WHAT NEEDS TO BE DONE — Restate each entry exactly, without pictures.

═════ DATA SHOWN

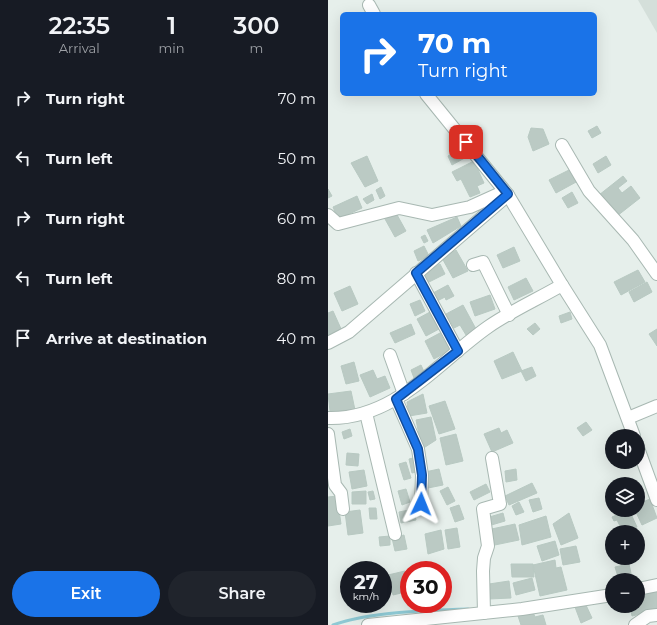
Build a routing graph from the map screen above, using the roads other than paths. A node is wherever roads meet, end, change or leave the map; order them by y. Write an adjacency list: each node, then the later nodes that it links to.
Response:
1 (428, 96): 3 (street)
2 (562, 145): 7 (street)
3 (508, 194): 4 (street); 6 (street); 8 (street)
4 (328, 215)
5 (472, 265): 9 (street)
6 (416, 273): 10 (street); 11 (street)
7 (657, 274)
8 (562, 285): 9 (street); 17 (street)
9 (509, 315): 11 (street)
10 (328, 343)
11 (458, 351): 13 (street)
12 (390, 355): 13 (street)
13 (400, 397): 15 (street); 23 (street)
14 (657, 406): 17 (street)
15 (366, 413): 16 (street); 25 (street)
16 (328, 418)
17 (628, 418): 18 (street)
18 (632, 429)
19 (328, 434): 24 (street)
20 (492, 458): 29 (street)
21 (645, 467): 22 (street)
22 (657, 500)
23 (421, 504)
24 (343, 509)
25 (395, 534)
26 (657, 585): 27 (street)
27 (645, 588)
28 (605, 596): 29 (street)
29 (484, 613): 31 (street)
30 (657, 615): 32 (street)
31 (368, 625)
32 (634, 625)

══════════

RESPONSE TO THIS EXERCISE —
Build a routing graph from the map screen above, using the roads other than paths. A node is wherever roads meet, end, change or leave the map; order them by y. Write an adjacency list: each node, then the later nodes that it links to.
Response:
1 (428, 96): 3 (street)
2 (562, 145): 7 (street)
3 (508, 194): 4 (street); 6 (street); 8 (street)
4 (328, 215)
5 (472, 265): 9 (street)
6 (416, 273): 10 (street); 11 (street)
7 (657, 274)
8 (562, 285): 9 (street); 17 (street)
9 (509, 315): 11 (street)
10 (328, 343)
11 (458, 351): 13 (street)
12 (390, 355): 13 (street)
13 (400, 397): 15 (street); 23 (street)
14 (657, 406): 17 (street)
15 (366, 413): 16 (street); 25 (street)
16 (328, 418)
17 (628, 418): 18 (street)
18 (632, 429)
19 (328, 434): 24 (street)
20 (492, 458): 29 (street)
21 (645, 467): 22 (street)
22 (657, 500)
23 (421, 504)
24 (343, 509)
25 (395, 534)
26 (657, 585): 27 (street)
27 (645, 588)
28 (605, 596): 29 (street)
29 (484, 613): 31 (street)
30 (657, 615): 32 (street)
31 (368, 625)
32 (634, 625)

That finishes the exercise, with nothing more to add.